Gilead Sciences Inc. is a highly matrixed organization and the ability to work effectively across these groups is a key attribute for this role. Experience in the analysis of multi-dimensional data sets and a strong background in cancer research is highly desirable.


  • Direct the development, outsourcing, and validation of clinically applicable biomarker assays including pharmacodynamic, predictive, prognostic, safety and other biomarkers for oncology programs
  • Manage critical components of cross-functional projects and may lead early stage biomarker teams  to execute biomarker development strategies to generate, analyze, and interpret data from clinical studies
  • Contribute to clinical study teams as the biomarker expert during protocol development, study set-up and conduct
  • Establish and oversee external collaborations with key opinion leaders, academic sites, and CROs to advance our understanding of disease pathways and prognostic/predictive biomarkers
  • Collaborate with Research Biology, Clinical Research, Bioinformatics and Biostatistics functions to create synergy in developing biomarker strategies and translational approaches
  • Strong experimental background and experience in hypothesis-driven biological/translational research with demonstrated ability to execute well-designed experiments in tumor biology
  • Experience with genomic, epigenetic, gene expression, metabolomics, multiplexed protein detection or other related emerging platforms or data sets is desirable.

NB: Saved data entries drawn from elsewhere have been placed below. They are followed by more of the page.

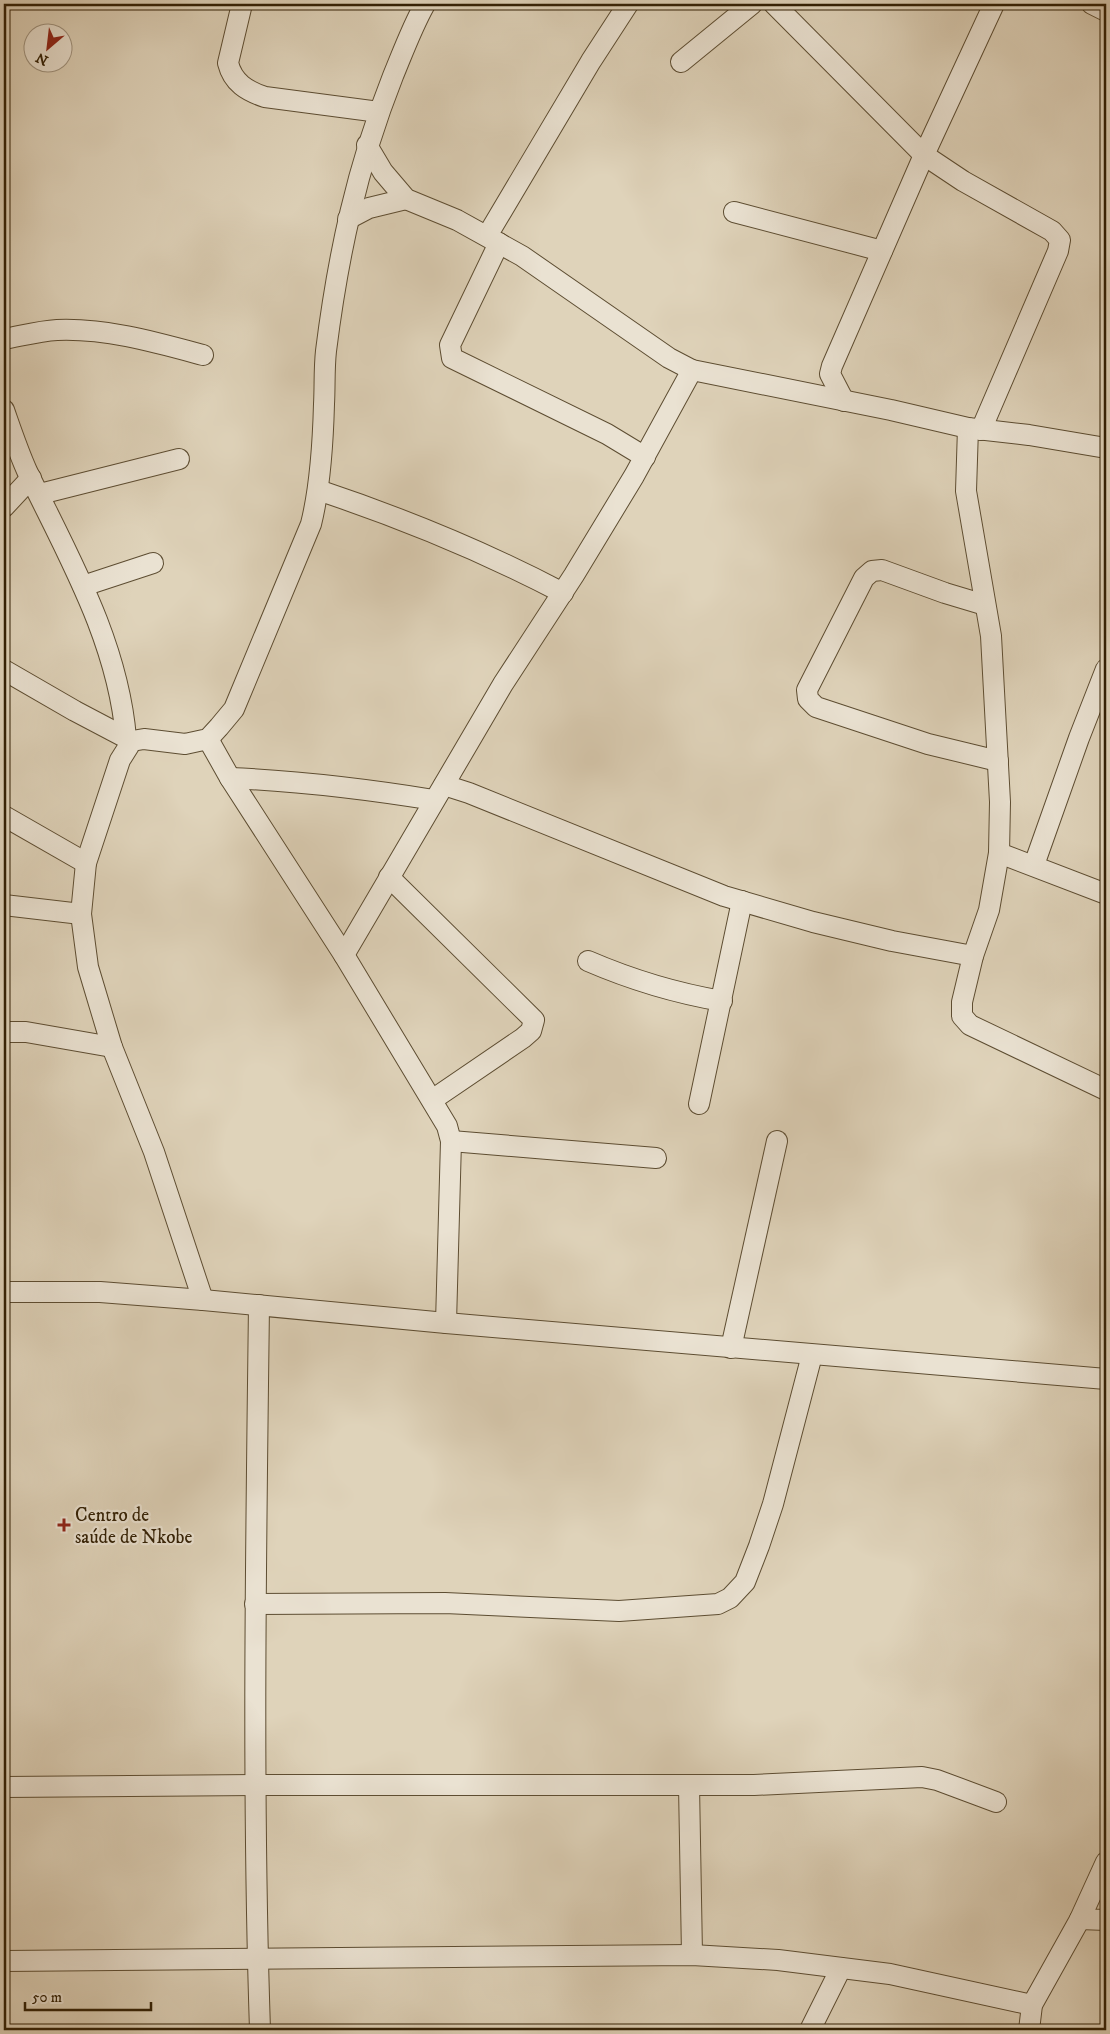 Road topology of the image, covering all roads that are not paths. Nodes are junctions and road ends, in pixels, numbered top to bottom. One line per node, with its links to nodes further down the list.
1 (242, 4): 10 (street)
2 (425, 4): 10 (street)
3 (628, 4): 16 (street)
4 (752, 4): 9 (street)
5 (774, 4): 12 (street)
6 (994, 4): 12 (street)
7 (1092, 4): 8 (street)
8 (1106, 11)
9 (681, 62)
10 (379, 112): 11 (street)
11 (367, 145): 13 (street); 15 (street)
12 (924, 155): 17 (street); 23 (street)
13 (406, 199): 15 (street); 16 (street)
14 (734, 212): 17 (street)
15 (348, 219): 29 (street)
16 (493, 240): 20 (street); 26 (street)
17 (882, 251): 21 (street)
18 (4, 338): 19 (street)
19 (203, 355)
20 (692, 370): 21 (street); 26 (street)
21 (844, 401): 23 (street)
22 (4, 410): 24 (street)
23 (974, 429): 25 (street); 34 (street)
24 (8, 433): 28 (street)
25 (1106, 448)
26 (645, 457): 33 (street)
27 (179, 459): 28 (street)
28 (36, 486): 30 (street); 32 (street)
29 (318, 490): 33 (street); 37 (street)
30 (4, 507)
31 (153, 562): 32 (street)
32 (83, 586): 38 (street)
33 (563, 593): 41 (street)
34 (985, 605): 39 (street); 39 (street)
35 (1106, 669): 45 (street)
36 (4, 670): 38 (street)
37 (208, 738): 38 (street); 40 (street)
38 (129, 739): 44 (street)
39 (998, 761): 43 (street)
40 (230, 778): 41 (street); 51 (street)
41 (439, 793): 46 (street); 48 (street)
42 (4, 816): 44 (street)
43 (1000, 852): 45 (street); 52 (street)
44 (86, 862): 50 (street)
45 (1034, 865): 47 (street)
46 (388, 877): 51 (street); 58 (street)
47 (1106, 894)
48 (742, 901): 52 (street); 54 (street)
49 (4, 905): 50 (street)
50 (81, 914): 56 (street)
51 (344, 955): 58 (street)
52 (974, 956): 57 (street)
53 (588, 961): 54 (street)
54 (722, 1001): 59 (street)
55 (4, 1032): 56 (street)
56 (112, 1047): 64 (street)
57 (1106, 1090)
58 (432, 1100): 61 (street)
59 (699, 1104)
60 (777, 1140): 67 (street)
61 (451, 1141): 62 (street); 66 (street)
62 (656, 1158)
63 (4, 1292): 64 (street)
64 (203, 1300): 65 (street)
65 (258, 1305): 66 (street); 70 (street)
66 (446, 1323): 67 (street)
67 (731, 1348): 68 (street)
68 (812, 1354): 69 (street); 70 (street)
69 (1106, 1379)
70 (255, 1604): 71 (street)
71 (257, 1785): 72 (street); 73 (street); 79 (street)
72 (689, 1785): 74 (street); 78 (street)
73 (4, 1787)
74 (996, 1802)
75 (1106, 1862): 76 (street)
76 (1080, 1919): 77 (street); 82 (street)
77 (1106, 1920)
78 (692, 1955): 79 (street); 81 (street)
79 (258, 1958): 80 (street); 83 (street)
80 (4, 1961)
81 (841, 1968): 82 (street); 84 (street)
82 (1032, 2005): 85 (street)
83 (260, 2030)
84 (810, 2030)
85 (1029, 2030)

  • Must be able to work independently and effectively on multiple programs in a fast-paced matrixed environment
  • Excellent collaboration, communication (verbal and written), and interpersonal skills are required to engage and be productive within a high achieving team environment
  • Must be team and detail-oriented, motivated, and results focused.

Technical Skills:

  • Demonstrated expertise in oncology
  • Ability to integrate complex scientific ideas, generate testable hypotheses, and execute
  • Analysis and interpretation of biomarker data in preclinical and clinical setting
  • Broad understanding of drug discovery and development in both early and late stage
    development and familiarity with regulatory approval process.

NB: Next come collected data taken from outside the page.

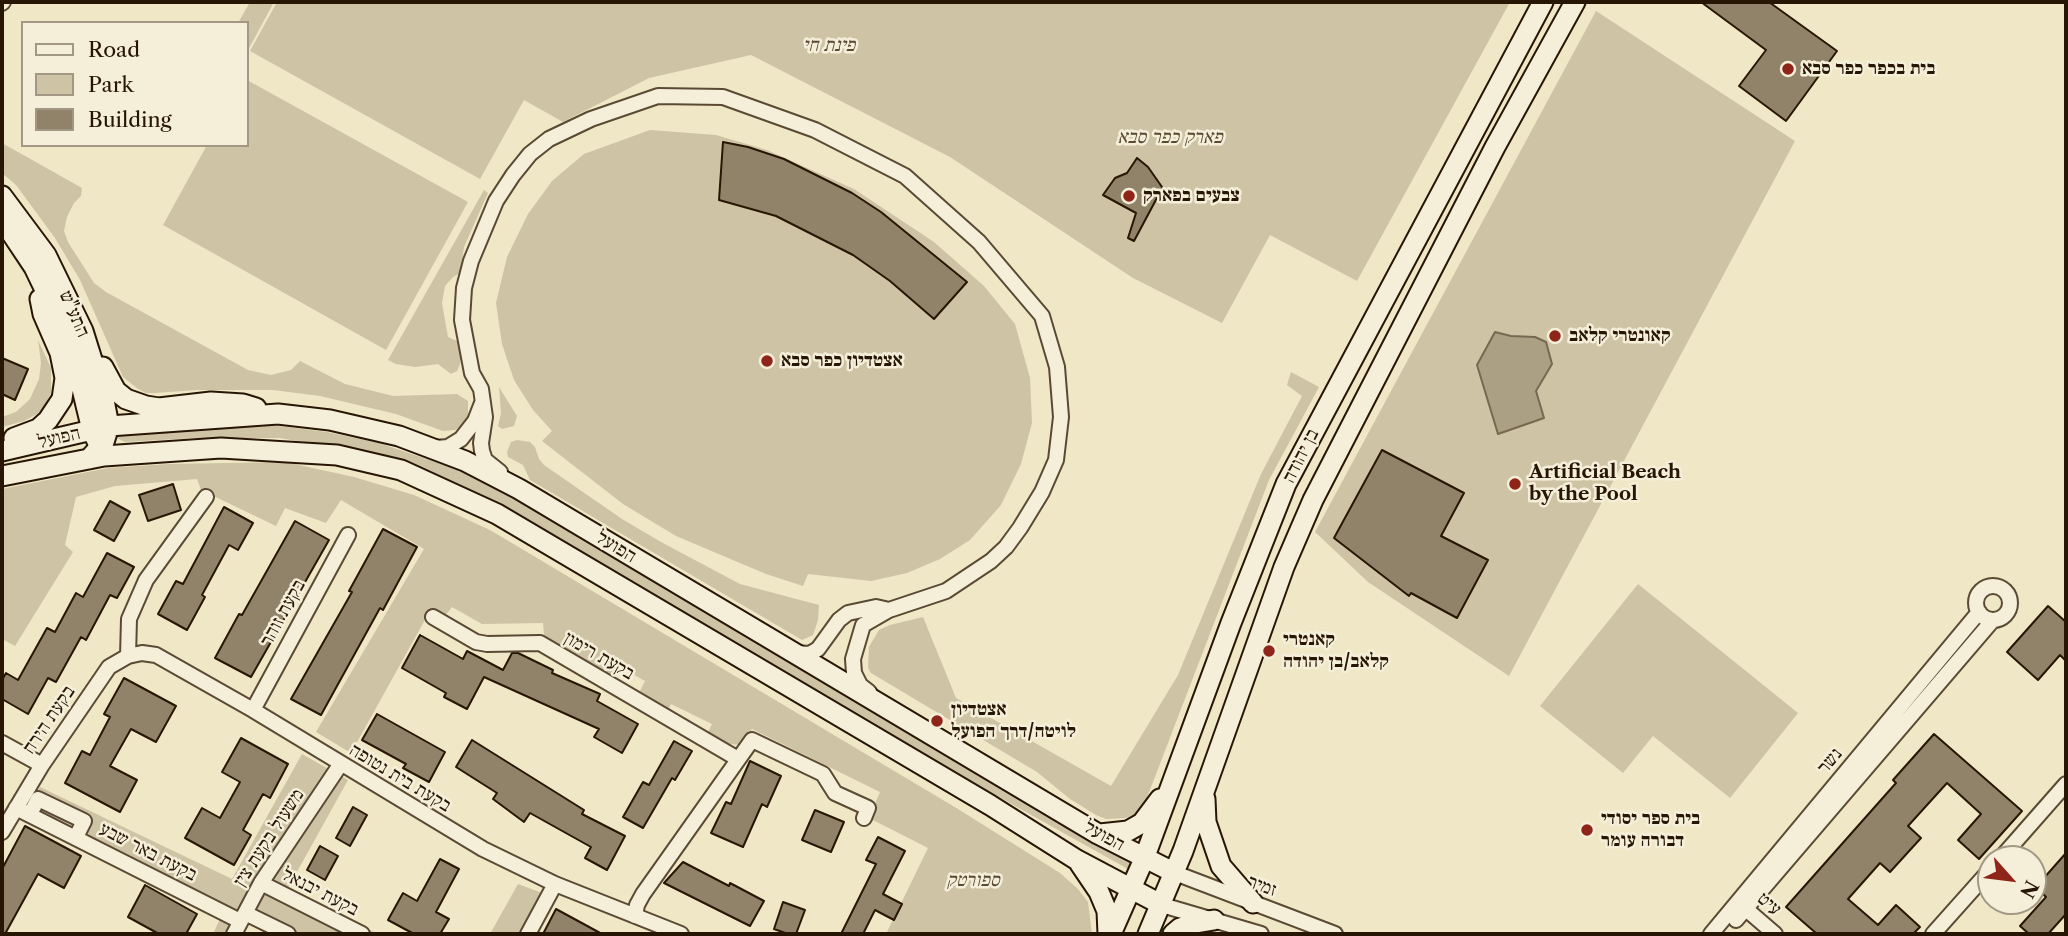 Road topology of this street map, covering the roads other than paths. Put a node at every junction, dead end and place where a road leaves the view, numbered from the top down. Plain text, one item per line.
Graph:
1 (1543, 2) edge
2 (1575, 2) edge
3 (2, 196) edge
4 (2, 219) edge
5 (34, 267) junction
6 (83, 331) junction
7 (483, 398) junction
8 (278, 414) junction
9 (98, 440) junction
10 (2, 443) edge
11 (432, 448) junction
12 (2, 451) edge
13 (2, 476) edge
14 (519, 489) junction
15 (206, 497) dead end
16 (348, 535) dead end
17 (889, 610) junction
18 (1979, 612) junction
19 (433, 617) dead end
20 (1993, 620) junction
21 (790, 651) junction
22 (128, 656) junction
23 (253, 710) junction
24 (889, 710) junction
25 (2, 743) edge
26 (738, 759) junction
27 (42, 765) junction
28 (340, 765) junction
29 (1174, 782) junction
30 (2066, 784) edge
31 (1205, 789) junction
32 (23, 811) junction
33 (864, 818) dead end
34 (2, 832) edge
35 (1098, 834) junction
36 (2012, 845) edge
37 (1144, 859) junction
38 (1077, 860) junction
39 (1175, 873) junction
40 (261, 883) junction
41 (555, 884) junction
42 (1977, 885) edge
43 (1132, 890) junction
44 (1253, 903) junction
45 (1162, 905) junction
46 (1742, 905) junction
47 (635, 916) junction
48 (243, 917) junction
49 (1214, 920) junction
50 (234, 934) edge
51 (288, 934) edge
52 (362, 934) edge
53 (528, 934) edge
54 (681, 934) edge
55 (1109, 934) edge
56 (1148, 934) edge
57 (1173, 934) edge
58 (1261, 934) edge
59 (1335, 934) edge
60 (1711, 934) edge
61 (1724, 934) edge
62 (1775, 934) edge
63 (1933, 934) edge

1 - 29 main road, בן יהודה
2 - 31 main road, בן יהודה
3 - 6 main road, התע"ש
4 - 5 main road, התע"ש
5 - 9 main road, התע"ש
5 - 10 main road
6 - 8 main road
6 - 9 main road, התע"ש
7 - 11 street
7 - 14 street
7 - 17 street
8 - 9 main road, הפועל
8 - 11 main road, הפועל
9 - 12 main road, הפועל
9 - 13 main road, הפועל
9 - 38 main road, הפועל
11 - 14 main road, הפועל
14 - 21 main road, הפועל
15 - 22 street
16 - 23 street, בקעת זוהר
17 - 21 street
17 - 24 street
18 - 20 street
18 - 20 street
18 - 46 street, נשר
19 - 26 street, בקעת רימון
20 - 46 street, נשר
21 - 24 main road, הפועל
22 - 23 street, בקעת בית נטופה
22 - 27 street, בקעת הירח
23 - 28 street, בקעת בית נטופה
24 - 35 main road, הפועל
25 - 27 street
26 - 33 street
26 - 47 street
27 - 32 street, בקעת הירח
28 - 40 street, משעול בקעת צין
28 - 41 street, בקעת בית נטופה
29 - 35 main road
29 - 37 main road, בן יהודה
30 - 36 street
31 - 39 main road, בן יהודה
31 - 44 main road
32 - 34 street, בקעת הירח
32 - 48 street, בקעת באר שבע
35 - 37 main road, הפועל
37 - 39 main road, הפועל
37 - 43 main road, בן יהודה
38 - 43 main road, הפועל
38 - 55 main road
39 - 44 street, זמיר
39 - 45 main road, בן יהודה
40 - 48 street, משעול בקעת צין
40 - 52 street, בקעת יבנאל
41 - 47 street, בקעת בית נטופה
41 - 53 street
42 - 63 street
43 - 45 main road, הפועל
43 - 55 main road, בן יהודה
44 - 59 street, זמיר
45 - 49 street
45 - 56 main road, בן יהודה
46 - 60 street, נשר
46 - 61 street, נשר
46 - 62 street, עיט
47 - 54 street, בקעת בית נטופה
48 - 50 street, משעול בקעת צין
48 - 51 street
49 - 57 main road
49 - 58 street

  • Experience with the discovery, characterization, clinical validation and utilization of innovative biomarkers
  • Knowledge of biomarker discovery and development, assay development/validation, clinical discovery of biomarkers, and MoA/translational research.

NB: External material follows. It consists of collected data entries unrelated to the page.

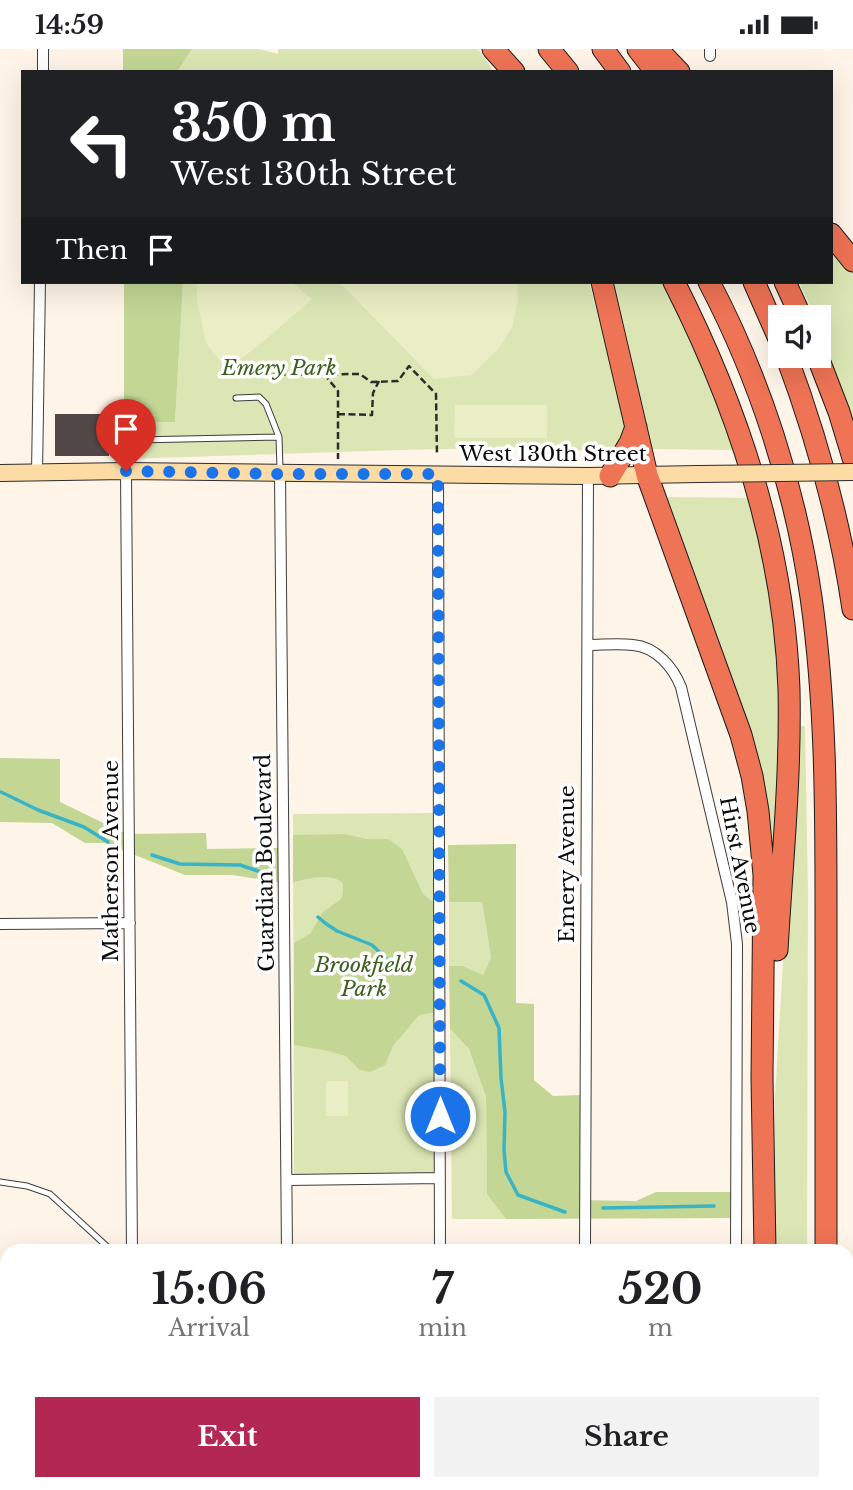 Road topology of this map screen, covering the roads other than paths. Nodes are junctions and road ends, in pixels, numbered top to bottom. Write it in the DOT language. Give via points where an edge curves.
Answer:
graph roads {
  1 [pos="43,49"];
  2 [pos="493,49"];
  3 [pos="549,49"];
  4 [pos="603,49"];
  5 [pos="638,49"];
  6 [pos="657,49"];
  7 [pos="43,70"];
  8 [pos="505,70"];
  9 [pos="512,70"];
  10 [pos="566,70"];
  11 [pos="619,70"];
  12 [pos="654,70"];
  13 [pos="677,70"];
  14 [pos="833,236"];
  15 [pos="853,261"];
  16 [pos="40,284"];
  17 [pos="602,284"];
  18 [pos="675,284"];
  19 [pos="710,284"];
  20 [pos="755,284"];
  21 [pos="786,284"];
  22 [pos="796,305"];
  23 [pos="768,314"];
  24 [pos="791,368"];
  25 [pos="822,368"];
  26 [pos="236,398"];
  27 [pos="636,426"];
  28 [pos="279,437"];
  29 [pos="135,440"];
  30 [pos="853,458"];
  31 [pos="126,471"];
  32 [pos="853,472"];
  33 [pos="0,473"];
  34 [pos="37,473"];
  35 [pos="280,474"];
  36 [pos="438,474"];
  37 [pos="647,475"];
  38 [pos="588,476"];
  39 [pos="610,476"];
  40 [pos="853,609"];
  41 [pos="587,645"];
  42 [pos="130,923"];
  43 [pos="0,924"];
  44 [pos="764,1168"];
  45 [pos="440,1178"];
  46 [pos="287,1180"];
  47 [pos="0,1182"];
  48 [pos="104,1244"];
  49 [pos="132,1244"];
  50 [pos="287,1244"];
  51 [pos="440,1244"];
  52 [pos="585,1244"];
  53 [pos="736,1244"];
  54 [pos="765,1244"];
  55 [pos="826,1244"];
  1 -- 7 [label="street"];
  2 -- 8 [label="highway"];
  2 -- 9 [label="highway"];
  3 -- 10 [label="highway"];
  4 -- 11 [label="highway"];
  5 -- 12 [label="highway"];
  6 -- 13 [label="highway"];
  14 -- 15 [label="highway"];
  16 -- 34 [label="street"];
  17 -- 27 [label="highway"];
  18 -- 44 [label="highway" via="743,445 773,560 786,647 788,766"];
  19 -- 55 [label="highway" via="744,354 774,440 804,558 816,635 826,822"];
  20 -- 23 [label="highway"];
  21 -- 22 [label="highway"];
  24 -- 40 [label="highway" via="833,500"];
  25 -- 30 [label="highway"];
  26 -- 28 [label="lane" via="259,397"];
  27 -- 37 [label="highway"];
  27 -- 39 [label="highway"];
  28 -- 29 [label="lane"];
  28 -- 35 [label="lane"];
  31 -- 34 [label="main road, West 130th Street"];
  31 -- 35 [label="main road, West 130th Street"];
  31 -- 42 [label="street, Matherson Avenue"];
  32 -- 37 [label="main road, West 130th Street, bridge"];
  33 -- 34 [label="main road, West 130th Street"];
  35 -- 36 [label="main road, West 130th Street"];
  35 -- 46 [label="street, Guardian Boulevard"];
  36 -- 38 [label="main road, West 130th Street"];
  36 -- 45 [label="street"];
  37 -- 39 [label="main road, West 130th Street"];
  37 -- 44 [label="highway" via="741,735 758,811 764,875"];
  38 -- 39 [label="main road, West 130th Street"];
  38 -- 41 [label="street, Emery Avenue"];
  41 -- 52 [label="street, Emery Avenue"];
  41 -- 53 [label="street, Hirst Avenue" via="634,645 650,650 676,673 681,687 735,923"];
  42 -- 43 [label="street"];
  42 -- 49 [label="street, Matherson Avenue"];
  44 -- 54 [label="highway"];
  45 -- 46 [label="street"];
  45 -- 51 [label="street"];
  46 -- 50 [label="street, Guardian Boulevard"];
  47 -- 48 [label="lane" via="50,1194"];
}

  • Authoring of biomarker strategy documents, biomarker specific portion of clinical protocols, and regulatory documents
  • Basic understanding of technical aspects of companion diagnostics development
  • Proven publication record
  • Strong verbal and written communication skills
  • Understanding of IP, contracting terms and provisions


  • PhD and/or post-doctoral training in the area of oncology or related medical science field with a minimum of 3 years of directly relevant biotechnology or pharmaceutical industry experience. 
  • Candidate must be detail-oriented with excellent record keeping and organizational skills.  
  • Must be a highly flexible, results oriented, independent self-starter who enjoys working in a fast paced dynamic multi-disciplinary environment.